No one has heard anything since.
Oliveto’s election came after General Conference had agreed to table all petitions to change the church’s sexual ethics, and after it had authorized the Council of Bishops to appoint a commission to study the matter and present a definitive plan for resolving the long running debate at an unprecedented, called General Conference. Delegates, church leaders, and bishops left the conference with an understanding the church’s teachings on marriage and sexuality remained fully in force while also allowing time for the commission to do its work.
Oliveto’s election also came amid heightened acts of defiance and votes by progressive annual conferences to reject the will of the church’s governance structure and its good order. When the Western Jurisdiction announced her election it rocked a church already reeling from the long and acrimonious debate, and a massive drop in worship attendance over the past 10 years.
In response, a number of active bishops issued statements lamenting her election as a breach of the church’s teachings and covenant.
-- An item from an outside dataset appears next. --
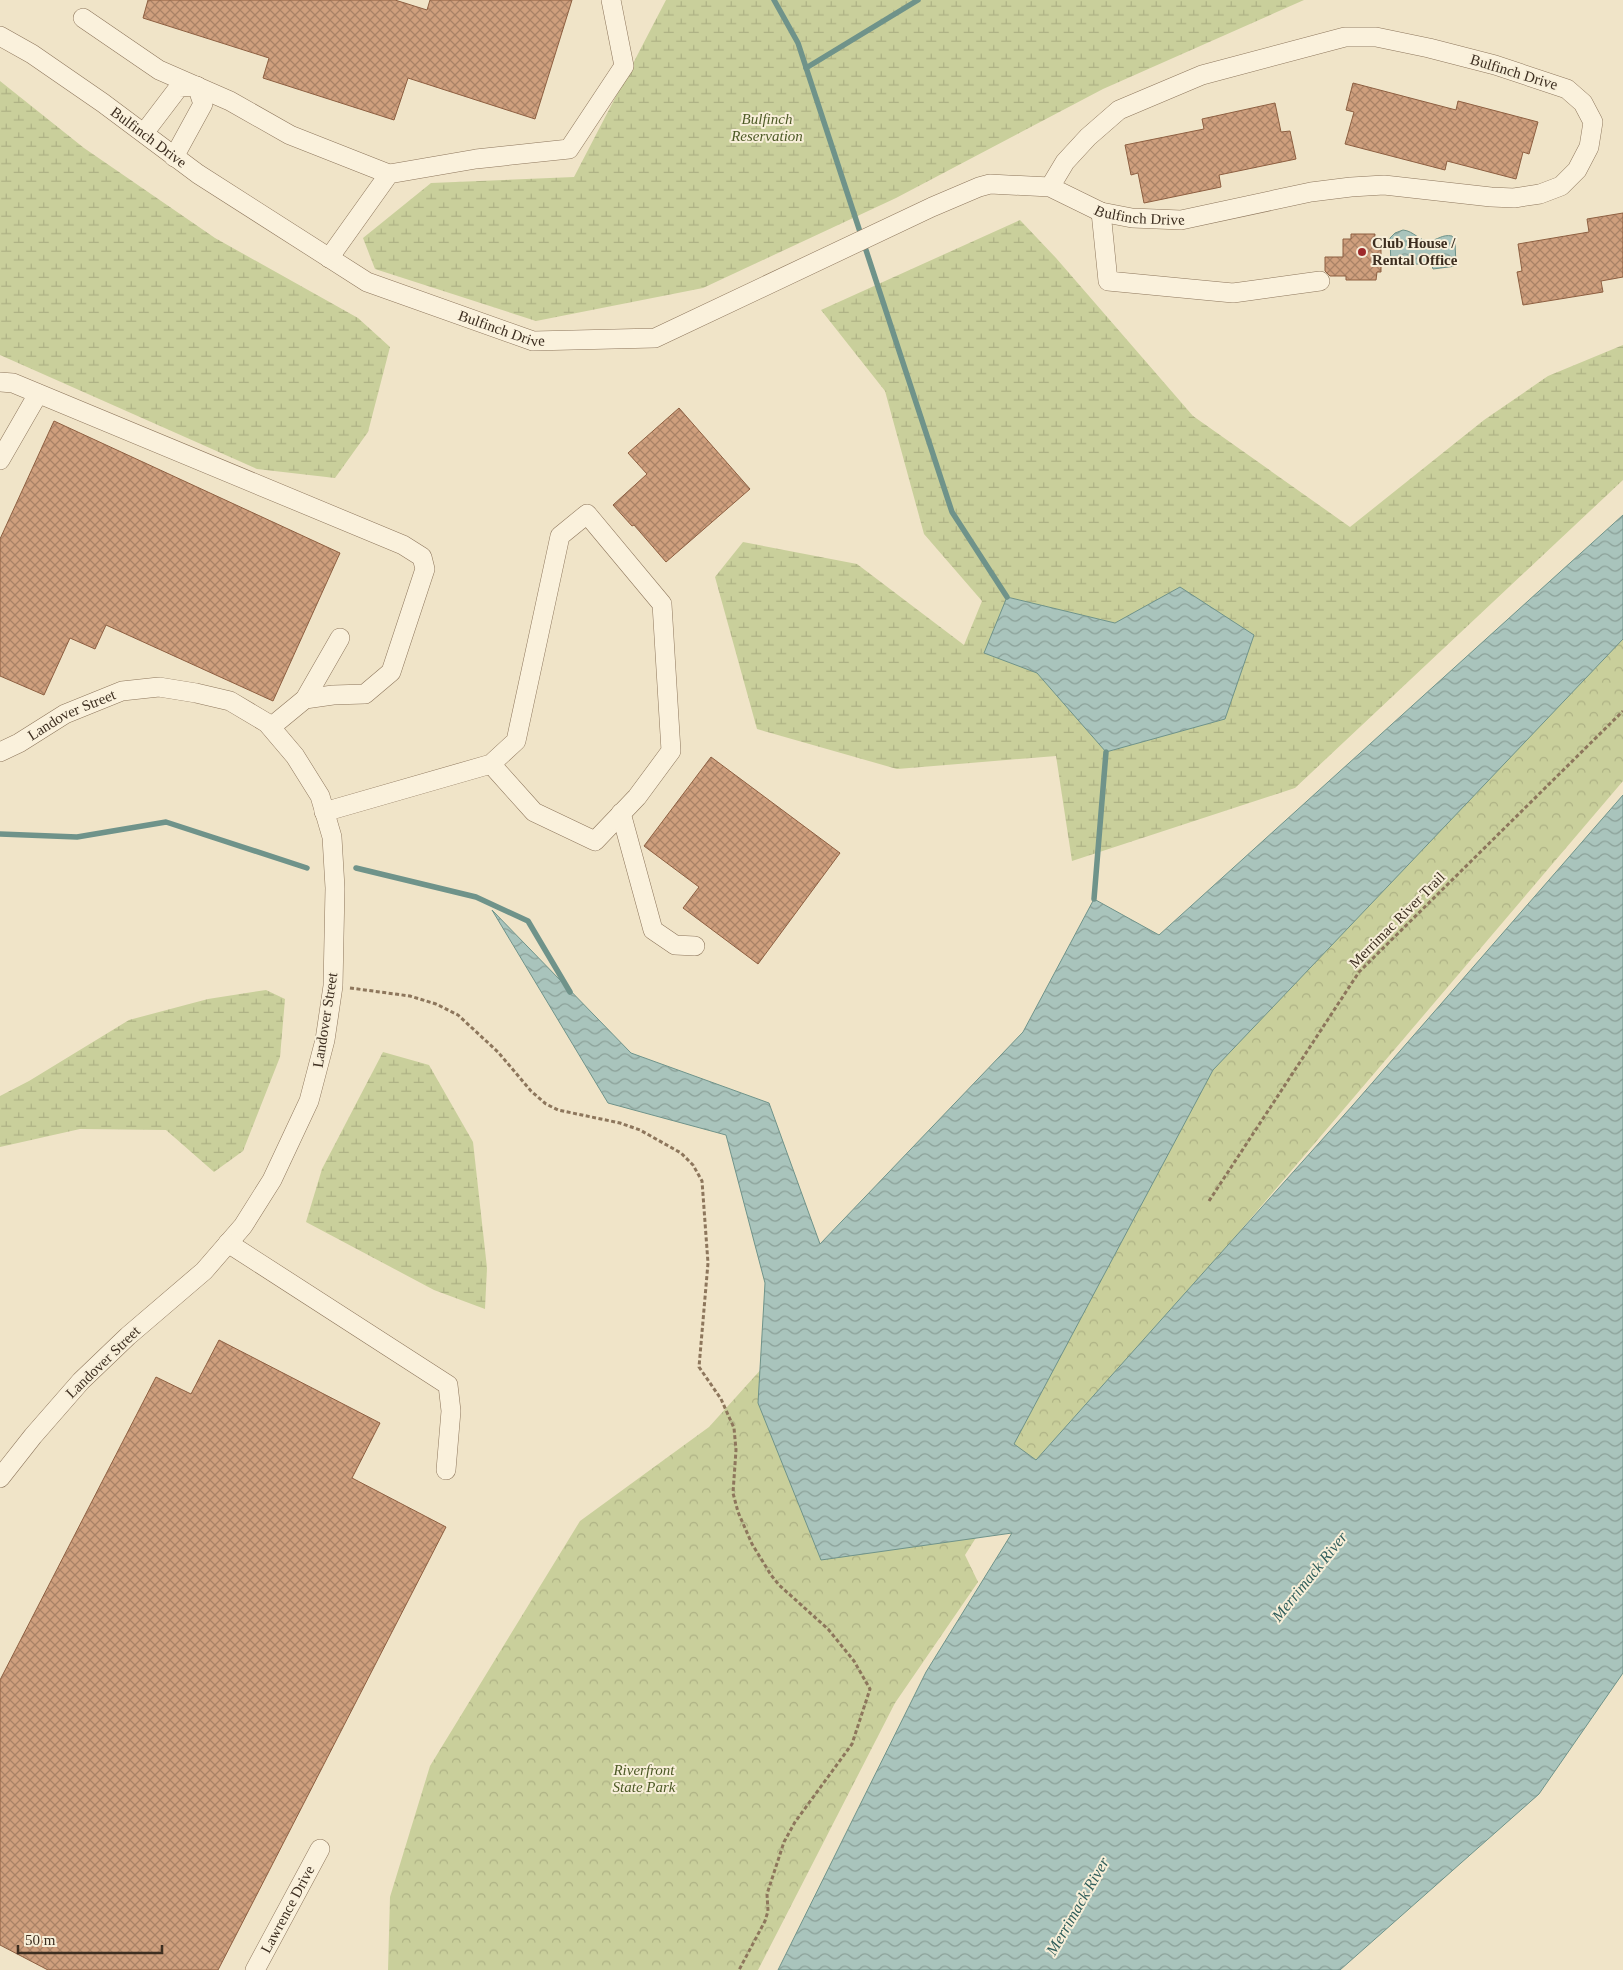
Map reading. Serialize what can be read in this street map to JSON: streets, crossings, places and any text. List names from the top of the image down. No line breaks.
{"streets":{"street":["Bulfinch Drive","Landover Street","Lawrence Drive"],"path":["Merrimac River Trail"]},"water":["Merrimack River"],"parks":["Bulfinch Reservation","Riverfront State Park"],"places":["Club House / Rental Office"],"scale_bar":"50 m"}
The South Central
Jurisdictional Conference immediately petitioned the denomination’s Judicial Council (its “Supreme Court”) regarding the legality of the Western Jurisdiction’s action. The executive committee of the Council of Bishops, citing “the great importance of the matter,” asked the Judicial Council to expedite its hearing of the case. And of course many United Methodists regarded her election as an event likely to tip the church towards separation or dissolution.
In short, Oliveto’s election has pushed the church to the brink of division, and its ramifications are almost certainly taking a toll on worship attendance and giving across the connection. But despite all of the turmoil, the Western Jurisdiction’s College of Bishops has said nothing about its disposition of the “multiple complaints” filed against her.
Its dithering should surprise no one. In October 2013, shortly after retired Bishop Melvin Talbert presided at a same-sex service in Birmingham, Alabama, the Council of Bishops, in closed-door sessions at its November 2013 meetings, directed two of its colleagues to file a complaint against him. The complaint was finally filed in March 2014, and the Western Jurisdiction College of Bishops took another nine months for investigation, conversation and deliberation. It finally announced a trivial resolution of the matter on December 30 of the same year.
Talbert’s case was not a complicated one, nor is Oliveto’s. There was no ambiguity about Talbert’s participation in a same-sex wedding in Birmingham. He participated with the express aim of drawing attention to his act of defiance. In the same way, Oliveto has never attempted to conceal she is married to her female partner, and in the past she has boasted that she has presided at over 50 same-sex weddings.
Given the liberal tilt of her four episcopal colleagues in the Western Jurisdiction, few people believe the panel handling the complaint will do anything more than announce a “just resolution” that leaves Oliveto in place. But that decision would be clarifying for the whole church, and it would inform the work of the special commission as it ponders the realistic options before it.
Whether one agrees or disagrees with Oliveto’s presiding at same-sex services or her own marriage, fair-minded people can and should expect a just and timely resolution of a case with implications for the entire connection. At a minimum, the Western Jurisdiction College of Bishops owes the church some report on the status of the complaints filed against her.
Its failure to act or to even report on the matters is indicative of either arrogance or disdain for the wider church.
Walter Fenton is a United Methodist clergy person and an analyst for Good News.